Task:
Could the records below be restated word for word, without a single picture?

Task input:
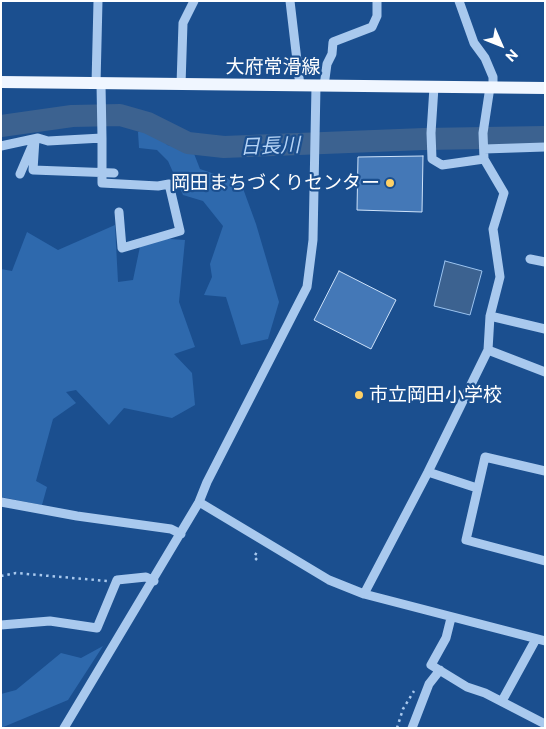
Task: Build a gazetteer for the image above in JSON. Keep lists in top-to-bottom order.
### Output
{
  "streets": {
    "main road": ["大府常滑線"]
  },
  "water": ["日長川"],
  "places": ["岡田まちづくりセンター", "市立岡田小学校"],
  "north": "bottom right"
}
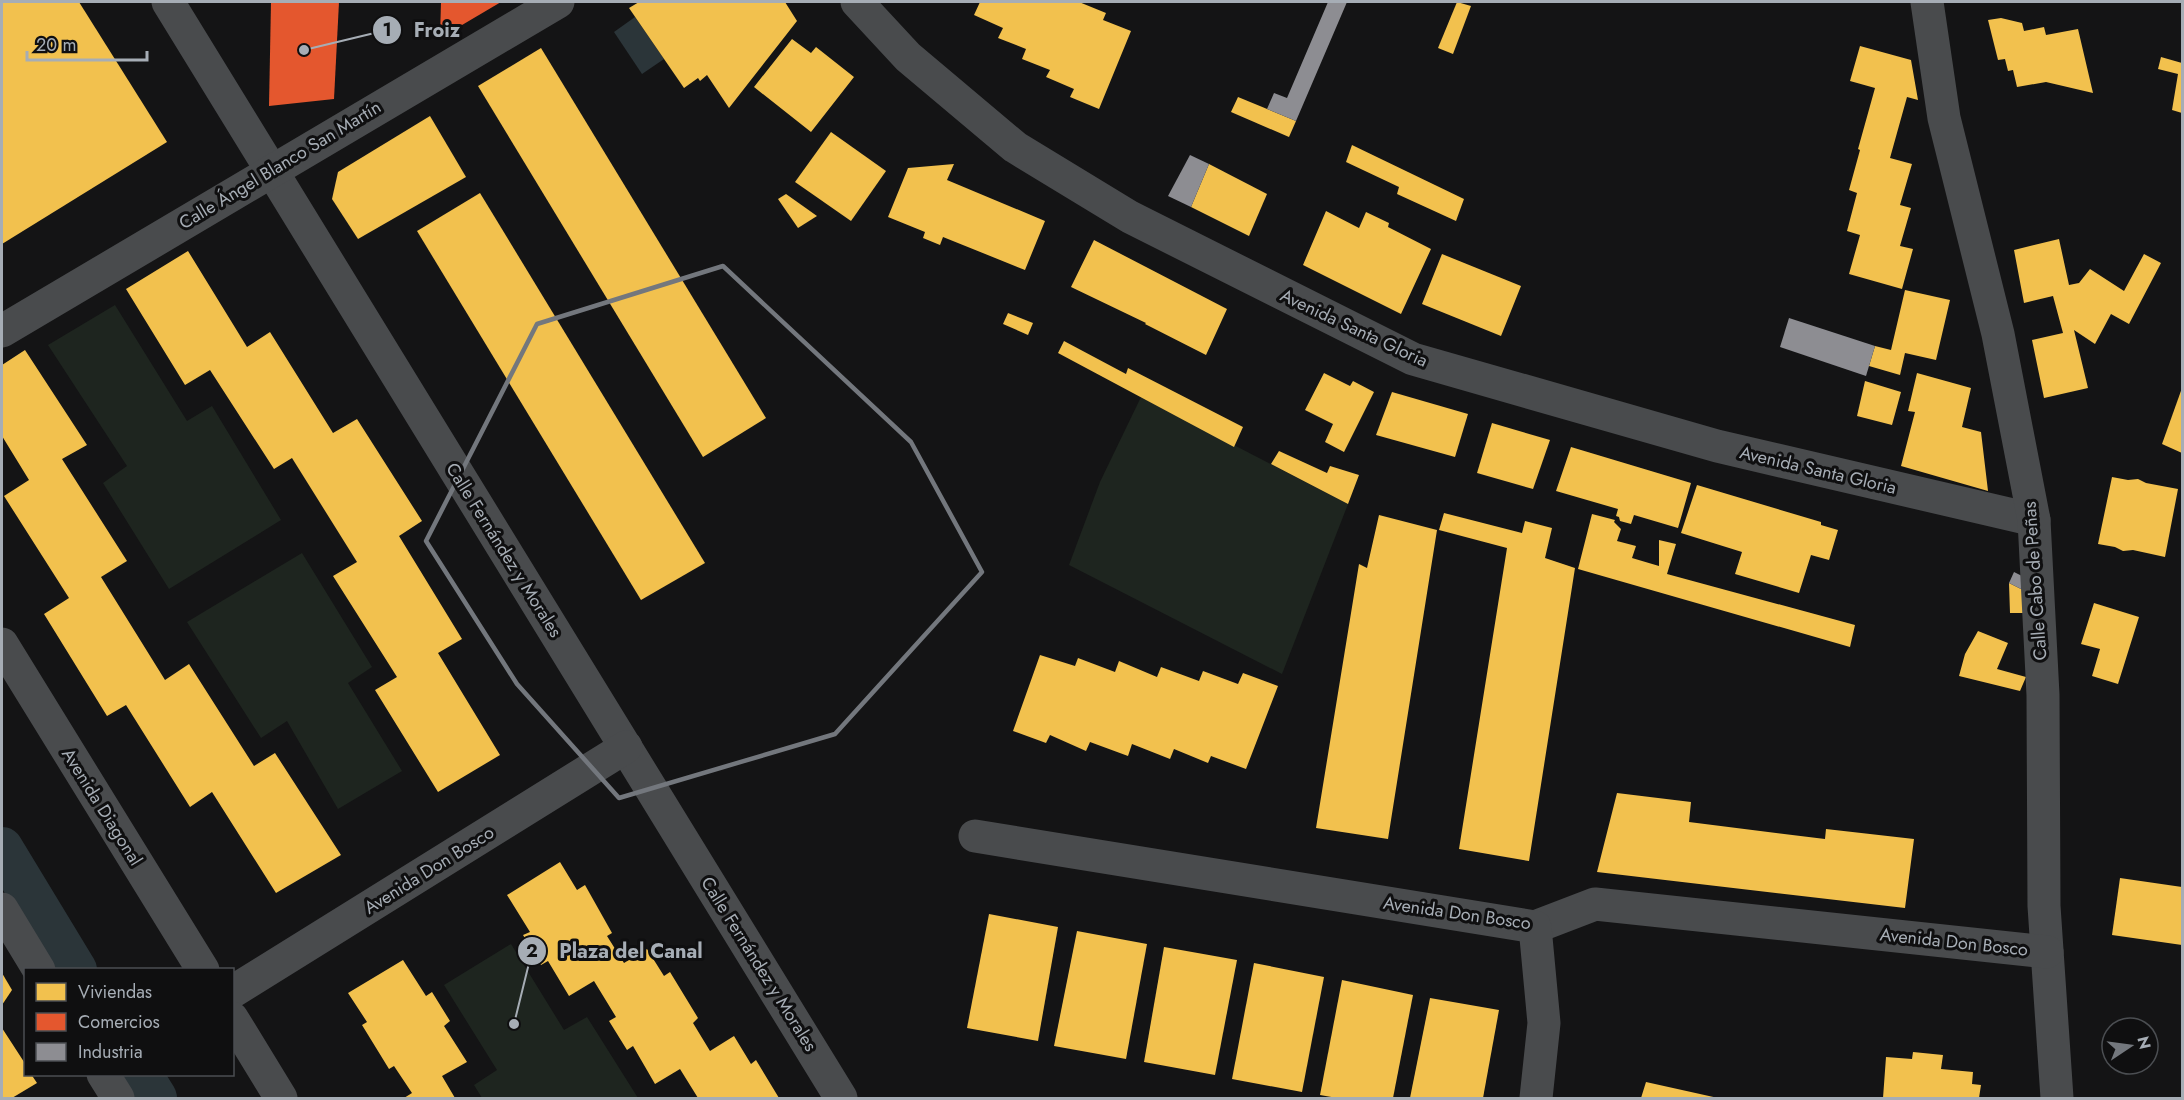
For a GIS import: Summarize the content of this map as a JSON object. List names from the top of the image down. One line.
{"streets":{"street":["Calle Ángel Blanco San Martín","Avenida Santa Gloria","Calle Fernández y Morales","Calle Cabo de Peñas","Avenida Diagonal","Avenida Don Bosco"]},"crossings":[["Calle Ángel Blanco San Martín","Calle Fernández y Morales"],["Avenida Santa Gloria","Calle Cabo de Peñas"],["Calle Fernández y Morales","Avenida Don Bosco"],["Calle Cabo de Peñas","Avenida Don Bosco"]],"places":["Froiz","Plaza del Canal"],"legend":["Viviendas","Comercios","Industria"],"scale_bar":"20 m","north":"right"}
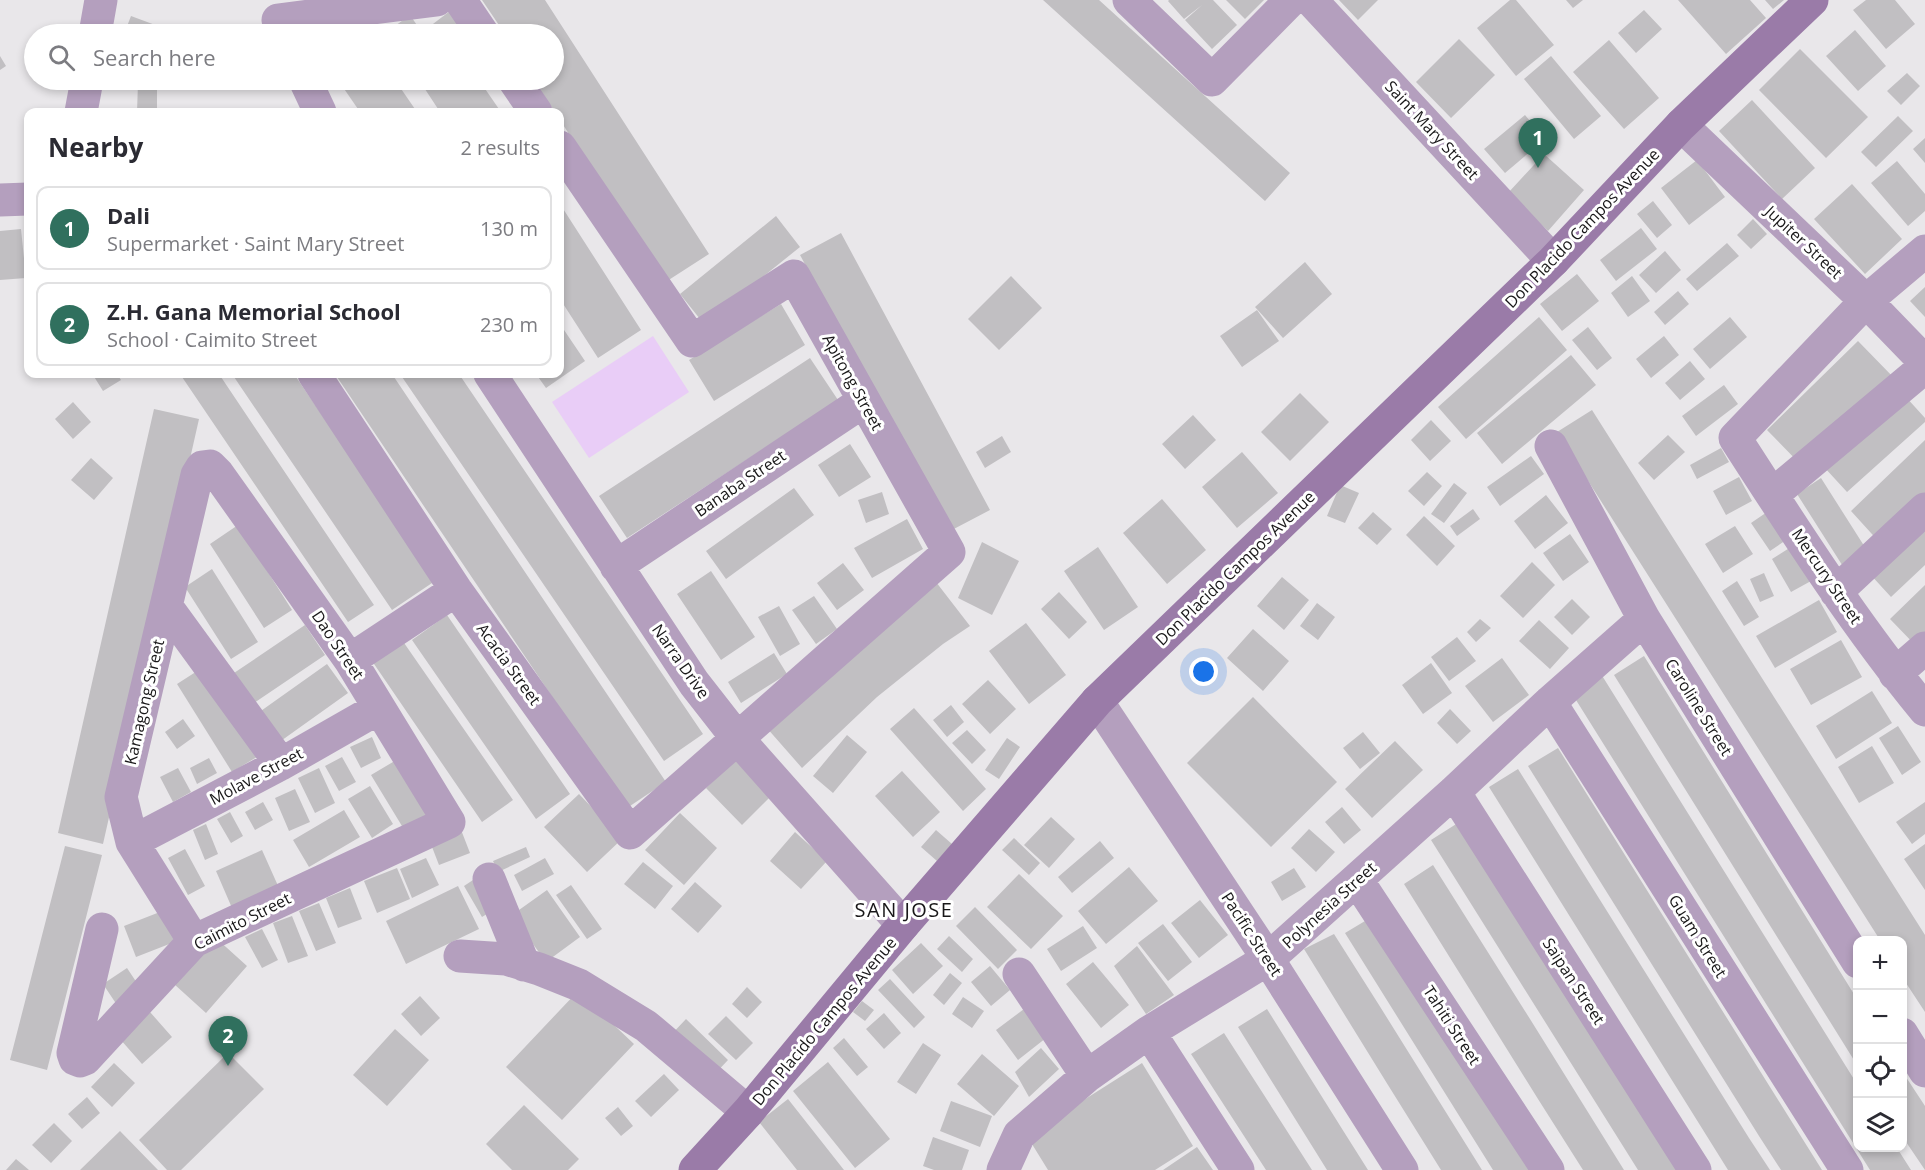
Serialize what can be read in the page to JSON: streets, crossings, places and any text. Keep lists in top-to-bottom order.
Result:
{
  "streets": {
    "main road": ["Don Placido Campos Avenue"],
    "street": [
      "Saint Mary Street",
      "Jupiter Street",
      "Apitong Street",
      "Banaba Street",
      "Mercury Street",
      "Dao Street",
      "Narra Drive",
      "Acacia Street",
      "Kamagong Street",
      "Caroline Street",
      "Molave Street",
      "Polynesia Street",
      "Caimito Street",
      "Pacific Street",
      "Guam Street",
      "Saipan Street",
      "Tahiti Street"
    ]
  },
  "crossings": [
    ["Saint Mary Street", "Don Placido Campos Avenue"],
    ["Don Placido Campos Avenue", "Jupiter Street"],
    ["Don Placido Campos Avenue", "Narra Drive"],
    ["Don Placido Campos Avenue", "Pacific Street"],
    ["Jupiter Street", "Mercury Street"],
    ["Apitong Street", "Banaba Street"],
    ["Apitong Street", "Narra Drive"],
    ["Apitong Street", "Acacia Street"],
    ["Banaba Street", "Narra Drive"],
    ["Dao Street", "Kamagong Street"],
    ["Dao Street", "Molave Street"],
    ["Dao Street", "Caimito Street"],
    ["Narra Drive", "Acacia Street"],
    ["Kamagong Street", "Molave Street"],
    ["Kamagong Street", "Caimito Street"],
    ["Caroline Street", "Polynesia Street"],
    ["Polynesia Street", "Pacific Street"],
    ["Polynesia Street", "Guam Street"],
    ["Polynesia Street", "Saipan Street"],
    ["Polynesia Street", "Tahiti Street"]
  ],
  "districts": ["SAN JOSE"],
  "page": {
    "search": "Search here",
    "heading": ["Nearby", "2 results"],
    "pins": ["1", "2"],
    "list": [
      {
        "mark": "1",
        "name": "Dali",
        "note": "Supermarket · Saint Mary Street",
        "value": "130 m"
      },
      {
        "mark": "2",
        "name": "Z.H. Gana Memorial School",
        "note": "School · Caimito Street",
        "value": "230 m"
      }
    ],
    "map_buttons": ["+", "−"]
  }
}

Response to this exercise:
Task: Build a gazetteer for the image above in JSON. Keep lists in top-to-bottom order.
### Output
{
  "streets": {
    "main road": ["大府常滑線"]
  },
  "water": ["日長川"],
  "places": ["岡田まちづくりセンター", "市立岡田小学校"],
  "north": "bottom right"
}
For a GIS import: Summarize the content of this map as a JSON object. List names from the top of the image down. One line.
{"streets":{"street":["Calle Ángel Blanco San Martín","Avenida Santa Gloria","Calle Fernández y Morales","Calle Cabo de Peñas","Avenida Diagonal","Avenida Don Bosco"]},"crossings":[["Calle Ángel Blanco San Martín","Calle Fernández y Morales"],["Avenida Santa Gloria","Calle Cabo de Peñas"],["Calle Fernández y Morales","Avenida Don Bosco"],["Calle Cabo de Peñas","Avenida Don Bosco"]],"places":["Froiz","Plaza del Canal"],"legend":["Viviendas","Comercios","Industria"],"scale_bar":"20 m","north":"right"}
Serialize what can be read in the page to JSON: streets, crossings, places and any text. Keep lists in top-to-bottom order.
Result:
{
  "streets": {
    "main road": ["Don Placido Campos Avenue"],
    "street": [
      "Saint Mary Street",
      "Jupiter Street",
      "Apitong Street",
      "Banaba Street",
      "Mercury Street",
      "Dao Street",
      "Narra Drive",
      "Acacia Street",
      "Kamagong Street",
      "Caroline Street",
      "Molave Street",
      "Polynesia Street",
      "Caimito Street",
      "Pacific Street",
      "Guam Street",
      "Saipan Street",
      "Tahiti Street"
    ]
  },
  "crossings": [
    ["Saint Mary Street", "Don Placido Campos Avenue"],
    ["Don Placido Campos Avenue", "Jupiter Street"],
    ["Don Placido Campos Avenue", "Narra Drive"],
    ["Don Placido Campos Avenue", "Pacific Street"],
    ["Jupiter Street", "Mercury Street"],
    ["Apitong Street", "Banaba Street"],
    ["Apitong Street", "Narra Drive"],
    ["Apitong Street", "Acacia Street"],
    ["Banaba Street", "Narra Drive"],
    ["Dao Street", "Kamagong Street"],
    ["Dao Street", "Molave Street"],
    ["Dao Street", "Caimito Street"],
    ["Narra Drive", "Acacia Street"],
    ["Kamagong Street", "Molave Street"],
    ["Kamagong Street", "Caimito Street"],
    ["Caroline Street", "Polynesia Street"],
    ["Polynesia Street", "Pacific Street"],
    ["Polynesia Street", "Guam Street"],
    ["Polynesia Street", "Saipan Street"],
    ["Polynesia Street", "Tahiti Street"]
  ],
  "districts": ["SAN JOSE"],
  "page": {
    "search": "Search here",
    "heading": ["Nearby", "2 results"],
    "pins": ["1", "2"],
    "list": [
      {
        "mark": "1",
        "name": "Dali",
        "note": "Supermarket · Saint Mary Street",
        "value": "130 m"
      },
      {
        "mark": "2",
        "name": "Z.H. Gana Memorial School",
        "note": "School · Caimito Street",
        "value": "230 m"
      }
    ],
    "map_buttons": ["+", "−"]
  }
}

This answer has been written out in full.